As of today, Ticketmaster can’t resell its own tickets under a different name (and with a higher price tag)

As of today, Ticketmaster can’t resell its own tickets under a different name (and with a higher price tag)

Coming into effect today is a new Ontario law that is designed to prevent ticket sellers like Ticketmaster from reselling on affiliated Web sites at jacked-up prices. (Yes, this was legal before.) Legislators recognized a need for more regulation when customers began complaining that tickets for marquee events sold by Ticketmaster were unavailable the moment they went on sale, only to appear on the site of affiliated ticket seller TicketsNow for greatly increased prices.

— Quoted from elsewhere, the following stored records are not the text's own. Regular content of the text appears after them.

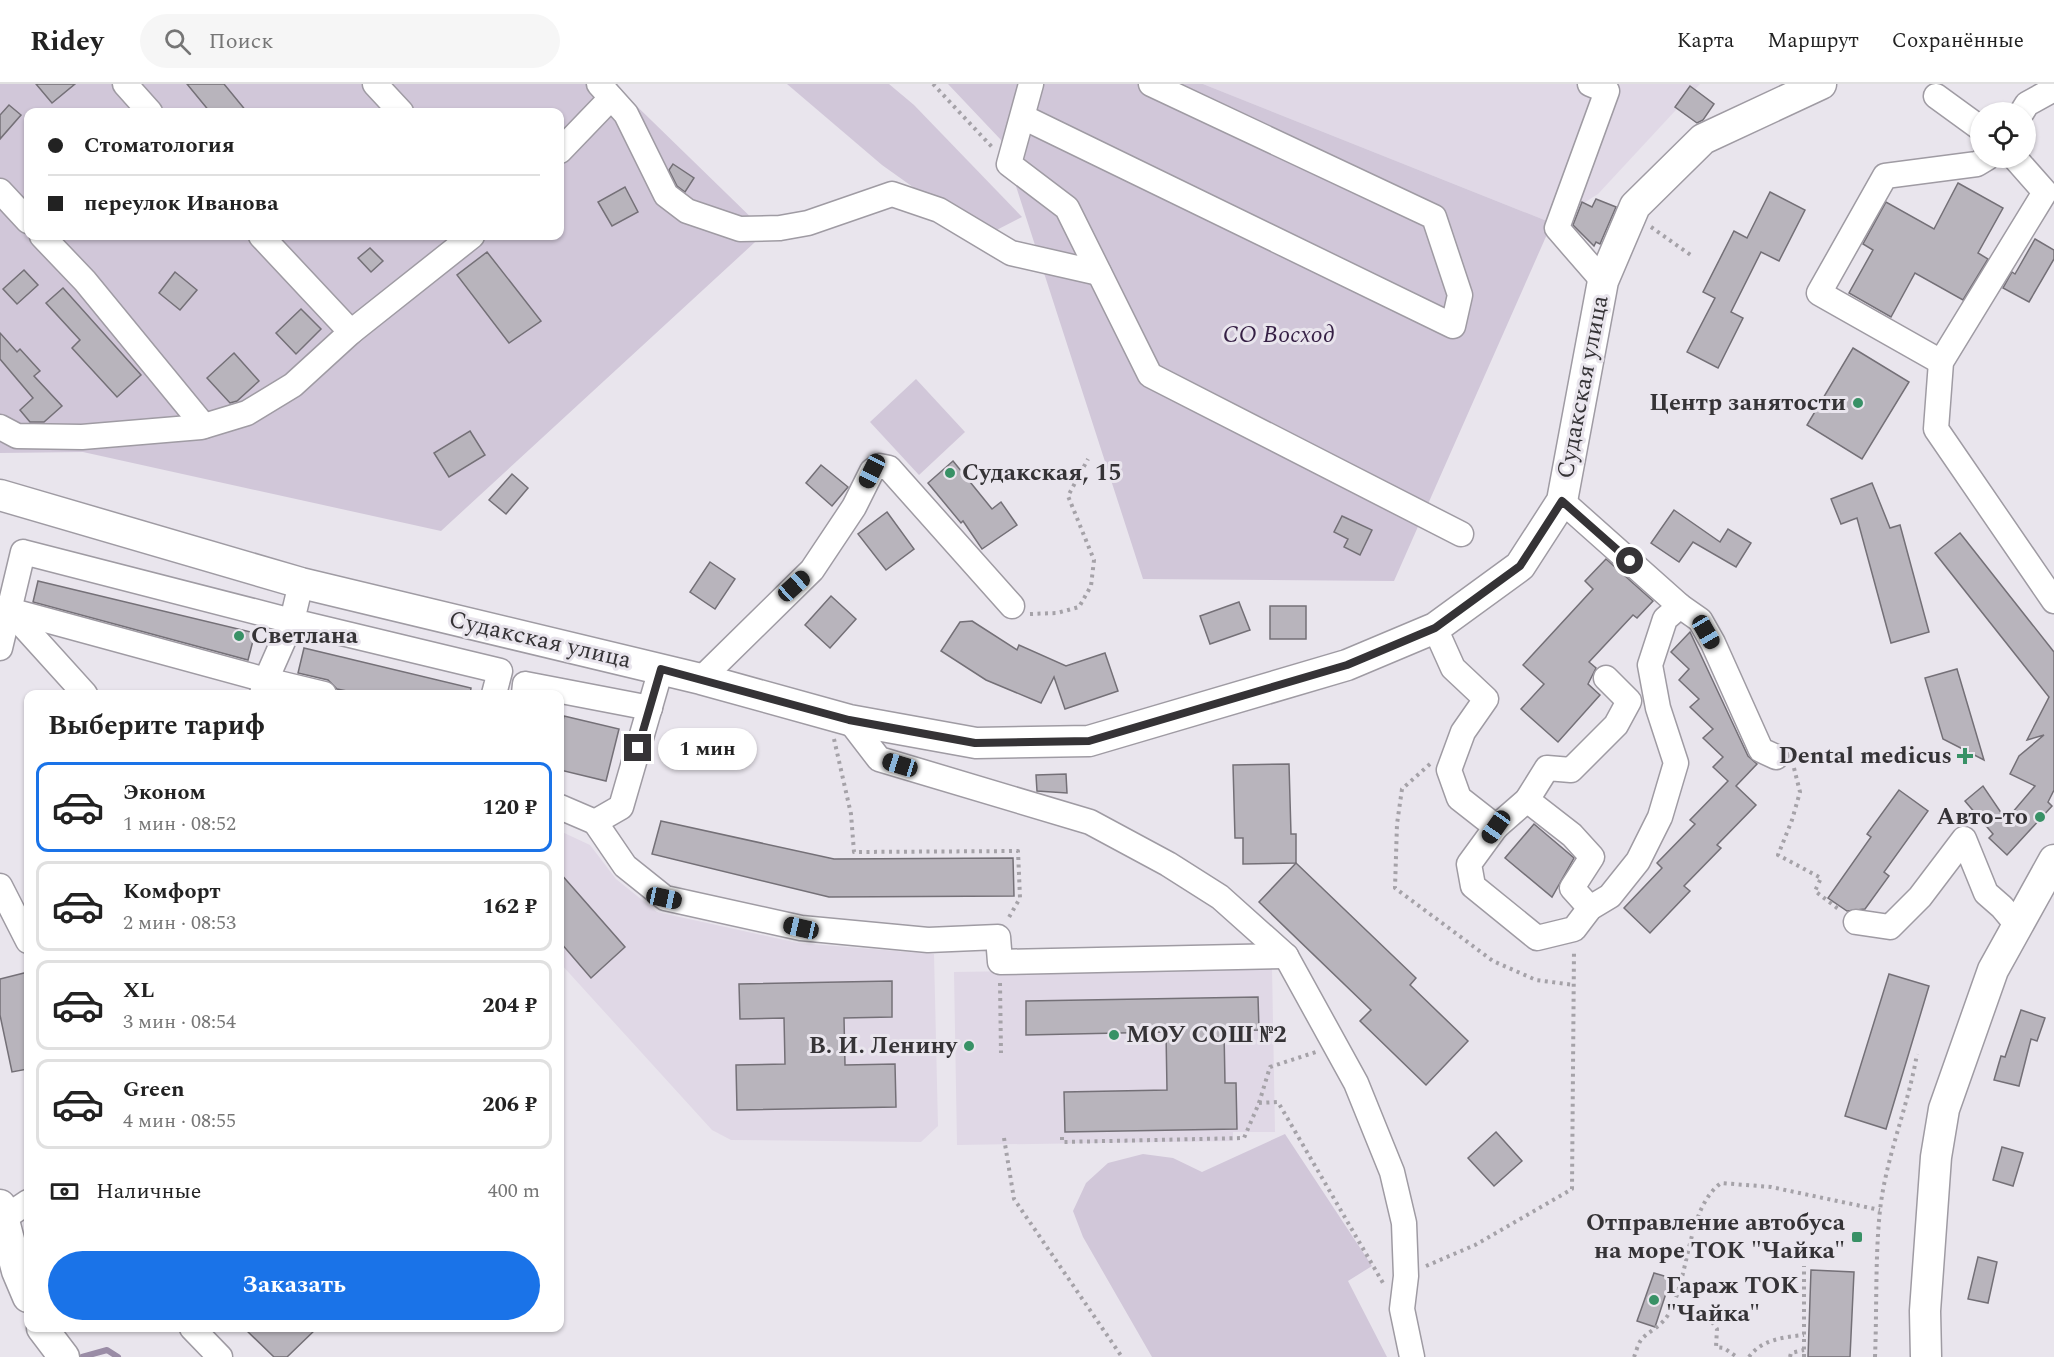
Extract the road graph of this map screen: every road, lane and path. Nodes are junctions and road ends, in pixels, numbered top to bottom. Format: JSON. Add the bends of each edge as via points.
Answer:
{"nodes":[{"id":1,"x":125,"y":84,"type":"edge"},
{"id":2,"x":375,"y":84,"type":"edge"},
{"id":3,"x":933,"y":84,"type":"edge"},
{"id":4,"x":1031,"y":84,"type":"edge"},
{"id":5,"x":1151,"y":84,"type":"edge"},
{"id":6,"x":1590,"y":84,"type":"edge"},
{"id":7,"x":1821,"y":84,"type":"edge"},
{"id":8,"x":2054,"y":89,"type":"edge"},
{"id":9,"x":605,"y":91,"type":"edge"},
{"id":10,"x":1786,"y":91,"type":"edge"},
{"id":11,"x":1936,"y":96,"type":"dead end"},
{"id":12,"x":2031,"y":102,"type":"edge"},
{"id":13,"x":146,"y":108,"type":"edge"},
{"id":14,"x":397,"y":108,"type":"edge"},
{"id":15,"x":1023,"y":117,"type":"junction"},
{"id":16,"x":1970,"y":121,"type":"edge"},
{"id":17,"x":564,"y":146,"type":"edge"},
{"id":18,"x":1009,"y":165,"type":"junction"},
{"id":19,"x":1970,"y":166,"type":"edge"},
{"id":20,"x":2024,"y":168,"type":"edge"},
{"id":21,"x":0,"y":191,"type":"edge"},
{"id":22,"x":2049,"y":194,"type":"edge"},
{"id":23,"x":24,"y":217,"type":"edge"},
{"id":24,"x":1627,"y":225,"type":"junction"},
{"id":25,"x":46,"y":240,"type":"edge"},
{"id":26,"x":265,"y":240,"type":"edge"},
{"id":27,"x":467,"y":240,"type":"edge"},
{"id":28,"x":1692,"y":256,"type":"dead end"},
{"id":29,"x":1099,"y":273,"type":"junction"},
{"id":30,"x":1603,"y":280,"type":"junction"},
{"id":31,"x":351,"y":332,"type":"junction"},
{"id":32,"x":1941,"y":362,"type":"junction"},
{"id":33,"x":204,"y":426,"type":"junction"},
{"id":34,"x":0,"y":427,"type":"edge"},
{"id":35,"x":1088,"y":459,"type":"dead end"},
{"id":36,"x":0,"y":495,"type":"edge"},
{"id":37,"x":1562,"y":501,"type":"junction"},
{"id":38,"x":1461,"y":534,"type":"dead end"},
{"id":39,"x":301,"y":583,"type":"junction"},
{"id":40,"x":2054,"y":601,"type":"edge"},
{"id":41,"x":1012,"y":606,"type":"joint"},
{"id":42,"x":1680,"y":606,"type":"junction"},
{"id":43,"x":9,"y":609,"type":"junction"},
{"id":44,"x":292,"y":621,"type":"junction"},
{"id":45,"x":1435,"y":628,"type":"junction"},
{"id":46,"x":0,"y":648,"type":"edge"},
{"id":47,"x":661,"y":669,"type":"junction"},
{"id":48,"x":1606,"y":678,"type":"dead end"},
{"id":49,"x":701,"y":679,"type":"junction"},
{"id":50,"x":264,"y":687,"type":"edge"},
{"id":51,"x":81,"y":690,"type":"edge"},
{"id":52,"x":290,"y":690,"type":"edge"},
{"id":53,"x":495,"y":690,"type":"edge"},
{"id":54,"x":524,"y":690,"type":"edge"},
{"id":55,"x":556,"y":690,"type":"edge"},
{"id":56,"x":564,"y":691,"type":"edge"},
{"id":57,"x":650,"y":708,"type":"junction"},
{"id":58,"x":839,"y":718,"type":"junction"},
{"id":59,"x":1776,"y":757,"type":"joint"},
{"id":60,"x":1527,"y":800,"type":"junction"},
{"id":61,"x":564,"y":809,"type":"edge"},
{"id":62,"x":595,"y":822,"type":"junction"},
{"id":63,"x":1496,"y":827,"type":"junction"},
{"id":64,"x":2054,"y":860,"type":"edge"},
{"id":65,"x":0,"y":886,"type":"edge"},
{"id":66,"x":1590,"y":908,"type":"junction"},
{"id":67,"x":1856,"y":921,"type":"joint"},
{"id":68,"x":2018,"y":926,"type":"junction"},
{"id":69,"x":1574,"y":929,"type":"junction"},
{"id":70,"x":24,"y":933,"type":"edge"},
{"id":71,"x":998,"y":937,"type":"junction"},
{"id":72,"x":1287,"y":956,"type":"junction"},
{"id":73,"x":1000,"y":962,"type":"junction"},
{"id":74,"x":1336,"y":1043,"type":"junction"},
{"id":75,"x":1001,"y":1053,"type":"dead end"},
{"id":76,"x":1917,"y":1054,"type":"dead end"},
{"id":77,"x":1259,"y":1103,"type":"junction"},
{"id":78,"x":1062,"y":1137,"type":"dead end"},
{"id":79,"x":1004,"y":1138,"type":"dead end"},
{"id":80,"x":11,"y":1209,"type":"edge"},
{"id":81,"x":1880,"y":1210,"type":"junction"},
{"id":82,"x":1804,"y":1266,"type":"dead end"},
{"id":83,"x":1406,"y":1276,"type":"junction"},
{"id":84,"x":24,"y":1288,"type":"edge"},
{"id":85,"x":1402,"y":1310,"type":"junction"},
{"id":86,"x":1712,"y":1322,"type":"dead end"},
{"id":87,"x":45,"y":1332,"type":"edge"},
{"id":88,"x":196,"y":1332,"type":"edge"},
{"id":89,"x":1803,"y":1335,"type":"junction"},
{"id":90,"x":1803,"y":1350,"type":"junction"},
{"id":91,"x":64,"y":1357,"type":"edge"},
{"id":92,"x":220,"y":1357,"type":"edge"},
{"id":93,"x":1122,"y":1357,"type":"edge"},
{"id":94,"x":1412,"y":1357,"type":"edge"},
{"id":95,"x":1634,"y":1357,"type":"edge"},
{"id":96,"x":1737,"y":1357,"type":"edge"},
{"id":97,"x":1749,"y":1357,"type":"edge"},
{"id":98,"x":1790,"y":1357,"type":"edge"},
{"id":99,"x":1803,"y":1357,"type":"edge"},
{"id":100,"x":1875,"y":1357,"type":"edge"},
{"id":101,"x":1926,"y":1357,"type":"edge"}],
"edges":[{"from":1,"to":13,"type":"street"},
{"from":2,"to":14,"type":"street"},
{"from":3,"to":18,"type":"path"},
{"from":4,"to":15,"type":"street"},
{"from":5,"to":15,"type":"street","via":[[1434,217],[1460,295],[1454,326]]},
{"from":6,"to":30,"type":"street","via":[[1606,92],[1557,228]]},
{"from":7,"to":10,"type":"main road","name":"Судакская улица"},
{"from":8,"to":12,"type":"street"},
{"from":9,"to":17,"type":"street"},
{"from":9,"to":29,"type":"street","via":[[626,114],[666,195],[687,211],[740,229],[780,228],[892,194],[939,210],[1011,253]]},
{"from":10,"to":24,"type":"main road","name":"Судакская улица","via":[[1703,139],[1635,206]]},
{"from":11,"to":16,"type":"street"},
{"from":15,"to":18,"type":"street"},
{"from":18,"to":29,"type":"street","via":[[1067,208]]},
{"from":19,"to":32,"type":"street","via":[[1885,176],[1819,293]]},
{"from":20,"to":22,"type":"street"},
{"from":21,"to":23,"type":"street"},
{"from":22,"to":32,"type":"street"},
{"from":24,"to":28,"type":"path","via":[[1642,220]]},
{"from":24,"to":30,"type":"main road","name":"Судакская улица"},
{"from":25,"to":33,"type":"street","via":[[85,281]]},
{"from":26,"to":31,"type":"street"},
{"from":27,"to":31,"type":"street"},
{"from":29,"to":38,"type":"street","via":[[1150,375]]},
{"from":30,"to":37,"type":"main road","name":"Судакская улица"},
{"from":31,"to":33,"type":"street","via":[[293,385],[247,413]]},
{"from":32,"to":40,"type":"street","via":[[1936,429]]},
{"from":33,"to":34,"type":"street","via":[[82,437],[17,436]]},
{"from":35,"to":41,"type":"path","via":[[1068,496],[1094,560],[1091,586],[1080,607],[1057,613],[1022,614]]},
{"from":36,"to":39,"type":"main road","name":"Судакская улица"},
{"from":37,"to":42,"type":"street"},
{"from":37,"to":45,"type":"main road","name":"Судакская улица","via":[[1520,566]]},
{"from":39,"to":44,"type":"street"},
{"from":39,"to":47,"type":"main road","name":"Судакская улица"},
{"from":41,"to":49,"type":"street","via":[[890,468],[879,466],[872,471],[854,507],[812,570]]},
{"from":42,"to":59,"type":"street","via":[[1700,620],[1761,750]]},
{"from":42,"to":66,"type":"street","via":[[1665,619],[1650,665],[1658,708],[1676,763],[1663,806],[1638,861],[1610,896]]},
{"from":43,"to":44,"type":"street","via":[[23,552]]},
{"from":43,"to":46,"type":"street"},
{"from":43,"to":50,"type":"street"},
{"from":43,"to":51,"type":"street"},
{"from":44,"to":50,"type":"street"},
{"from":44,"to":53,"type":"street","via":[[500,671]]},
{"from":45,"to":58,"type":"main road","name":"Судакская улица","via":[[1347,665],[1089,741],[975,743]]},
{"from":45,"to":63,"type":"street","via":[[1453,668],[1486,699],[1464,732],[1449,770],[1459,798]]},
{"from":47,"to":49,"type":"main road","name":"Судакская улица"},
{"from":47,"to":57,"type":"street"},
{"from":48,"to":60,"type":"street","via":[[1629,701],[1616,725],[1571,770],[1547,768]]},
{"from":49,"to":58,"type":"main road","name":"Судакская улица"},
{"from":50,"to":52,"type":"street"},
{"from":54,"to":55,"type":"street","via":[[525,684]]},
{"from":56,"to":57,"type":"street"},
{"from":57,"to":62,"type":"street","via":[[621,807]]},
{"from":58,"to":71,"type":"path","via":[[854,852],[1018,851],[1020,898]]},
{"from":58,"to":72,"type":"street","via":[[879,759],[1090,822],[1220,897]]},
{"from":59,"to":67,"type":"path","via":[[1793,765],[1800,792],[1778,855],[1821,878],[1815,891]]},
{"from":60,"to":63,"type":"street"},
{"from":60,"to":66,"type":"street","via":[[1592,857],[1572,888]]},
{"from":61,"to":62,"type":"street"},
{"from":62,"to":71,"type":"street","via":[[625,866],[664,898],[801,928],[928,940]]},
{"from":63,"to":69,"type":"street","via":[[1469,864],[1473,886],[1536,938]]},
{"from":64,"to":68,"type":"main road"},
{"from":65,"to":70,"type":"street"},
{"from":66,"to":69,"type":"street"},
{"from":67,"to":68,"type":"street","via":[[1890,927],[1920,897],[1964,839],[1986,893]]},
{"from":68,"to":101,"type":"main road","via":[[1993,970],[1944,1109],[1936,1157],[1925,1311]]},
{"from":69,"to":83,"type":"path","via":[[1572,1189],[1475,1245]]},
{"from":71,"to":73,"type":"street"},
{"from":72,"to":73,"type":"street"},
{"from":72,"to":74,"type":"street"},
{"from":73,"to":75,"type":"path"},
{"from":74,"to":77,"type":"path","via":[[1270,1067]]},
{"from":74,"to":83,"type":"street","via":[[1367,1105],[1392,1172],[1404,1223]]},
{"from":76,"to":81,"type":"path"},
{"from":77,"to":78,"type":"path","via":[[1244,1138],[1062,1142]]},
{"from":77,"to":85,"type":"path","via":[[1278,1102],[1380,1273],[1389,1300]]},
{"from":79,"to":93,"type":"path","via":[[1014,1199]]},
{"from":80,"to":84,"type":"main road","via":[[17,1271]]},
{"from":81,"to":95,"type":"path","via":[[1771,1187],[1721,1183],[1709,1191],[1668,1315],[1657,1330],[1641,1339]]},
{"from":81,"to":100,"type":"path"},
{"from":82,"to":89,"type":"path"},
{"from":83,"to":85,"type":"street"},
{"from":85,"to":94,"type":"street"},
{"from":86,"to":96,"type":"path","via":[[1717,1329],[1716,1347]]},
{"from":87,"to":91,"type":"main road"},
{"from":88,"to":92,"type":"street"},
{"from":89,"to":90,"type":"path"},
{"from":89,"to":97,"type":"path","via":[[1773,1340]]},
{"from":90,"to":98,"type":"path","via":[[1791,1353]]},
{"from":90,"to":99,"type":"path"}]}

The Ticket Speculation Act makes this sort of resale to an affiliated company, broker or agent illegal, but that’s pretty much all it does. Critics of the law, like Progressive Conservative Ted Chudleigh and NDP critic Peter Kormos, complain that it does nothing to prevent private resellers from using sophisticated technology to instantly purchase huge blocks of tickets the moment they go on sale. These resellers are free to resell the tickets to unaffiliated Web sites without fear of legal recourse.

Attorney General Chris Bentley maintains that the law does exactly what it set out to do, and essentially both sides are right. No one ever promised that the law would end the widespread practice known as scalping; all it does is discourage the largest ticketing companies from doing the scalping themselves. So, sure, it’s a victory for consumers—it’s just a very, very modest one.

• Ontario ticket scalping law in effect [CBC]
• New Ontario law takes aim at Ticketmaster reselling [Toronto Star]
• Bill aims to short-circuit electronic scalpers [Toronto Star]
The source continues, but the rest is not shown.